- _EXERCISE PROMPT_: In full and without alteration, reproduce every record.

Items from a data source
● ● ●

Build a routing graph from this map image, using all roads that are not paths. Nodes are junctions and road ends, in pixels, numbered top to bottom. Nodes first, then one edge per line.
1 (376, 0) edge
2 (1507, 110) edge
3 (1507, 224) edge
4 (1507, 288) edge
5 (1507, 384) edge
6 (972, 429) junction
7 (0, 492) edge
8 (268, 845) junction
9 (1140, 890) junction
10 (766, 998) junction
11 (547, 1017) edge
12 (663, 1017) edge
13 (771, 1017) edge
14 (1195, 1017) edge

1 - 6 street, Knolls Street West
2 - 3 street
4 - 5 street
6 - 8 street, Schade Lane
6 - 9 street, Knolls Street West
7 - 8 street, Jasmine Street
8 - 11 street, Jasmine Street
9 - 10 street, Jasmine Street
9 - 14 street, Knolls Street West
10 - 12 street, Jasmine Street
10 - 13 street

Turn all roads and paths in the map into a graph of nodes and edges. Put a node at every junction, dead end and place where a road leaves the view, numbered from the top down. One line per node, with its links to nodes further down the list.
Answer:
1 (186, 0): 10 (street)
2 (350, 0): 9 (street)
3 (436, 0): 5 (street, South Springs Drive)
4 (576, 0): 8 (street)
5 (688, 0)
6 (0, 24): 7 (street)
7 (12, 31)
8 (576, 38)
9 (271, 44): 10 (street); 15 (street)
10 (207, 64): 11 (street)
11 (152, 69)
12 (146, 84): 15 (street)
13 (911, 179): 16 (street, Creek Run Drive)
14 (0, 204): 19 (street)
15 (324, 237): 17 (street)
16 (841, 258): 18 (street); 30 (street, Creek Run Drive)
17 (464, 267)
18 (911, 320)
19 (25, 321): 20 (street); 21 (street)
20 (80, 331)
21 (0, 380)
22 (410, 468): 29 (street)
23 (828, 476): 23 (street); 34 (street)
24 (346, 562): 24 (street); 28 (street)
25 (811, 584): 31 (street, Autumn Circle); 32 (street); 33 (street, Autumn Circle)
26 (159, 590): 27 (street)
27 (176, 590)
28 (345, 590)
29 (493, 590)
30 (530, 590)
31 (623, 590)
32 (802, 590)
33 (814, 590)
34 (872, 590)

● ● ●

- _RESPONSE TO THE EXERCISE_:
Build a routing graph from this map image, using all roads that are not paths. Nodes are junctions and road ends, in pixels, numbered top to bottom. Nodes first, then one edge per line.
1 (376, 0) edge
2 (1507, 110) edge
3 (1507, 224) edge
4 (1507, 288) edge
5 (1507, 384) edge
6 (972, 429) junction
7 (0, 492) edge
8 (268, 845) junction
9 (1140, 890) junction
10 (766, 998) junction
11 (547, 1017) edge
12 (663, 1017) edge
13 (771, 1017) edge
14 (1195, 1017) edge

1 - 6 street, Knolls Street West
2 - 3 street
4 - 5 street
6 - 8 street, Schade Lane
6 - 9 street, Knolls Street West
7 - 8 street, Jasmine Street
8 - 11 street, Jasmine Street
9 - 10 street, Jasmine Street
9 - 14 street, Knolls Street West
10 - 12 street, Jasmine Street
10 - 13 street

Turn all roads and paths in the map into a graph of nodes and edges. Put a node at every junction, dead end and place where a road leaves the view, numbered from the top down. One line per node, with its links to nodes further down the list.
Answer:
1 (186, 0): 10 (street)
2 (350, 0): 9 (street)
3 (436, 0): 5 (street, South Springs Drive)
4 (576, 0): 8 (street)
5 (688, 0)
6 (0, 24): 7 (street)
7 (12, 31)
8 (576, 38)
9 (271, 44): 10 (street); 15 (street)
10 (207, 64): 11 (street)
11 (152, 69)
12 (146, 84): 15 (street)
13 (911, 179): 16 (street, Creek Run Drive)
14 (0, 204): 19 (street)
15 (324, 237): 17 (street)
16 (841, 258): 18 (street); 30 (street, Creek Run Drive)
17 (464, 267)
18 (911, 320)
19 (25, 321): 20 (street); 21 (street)
20 (80, 331)
21 (0, 380)
22 (410, 468): 29 (street)
23 (828, 476): 23 (street); 34 (street)
24 (346, 562): 24 (street); 28 (street)
25 (811, 584): 31 (street, Autumn Circle); 32 (street); 33 (street, Autumn Circle)
26 (159, 590): 27 (street)
27 (176, 590)
28 (345, 590)
29 (493, 590)
30 (530, 590)
31 (623, 590)
32 (802, 590)
33 (814, 590)
34 (872, 590)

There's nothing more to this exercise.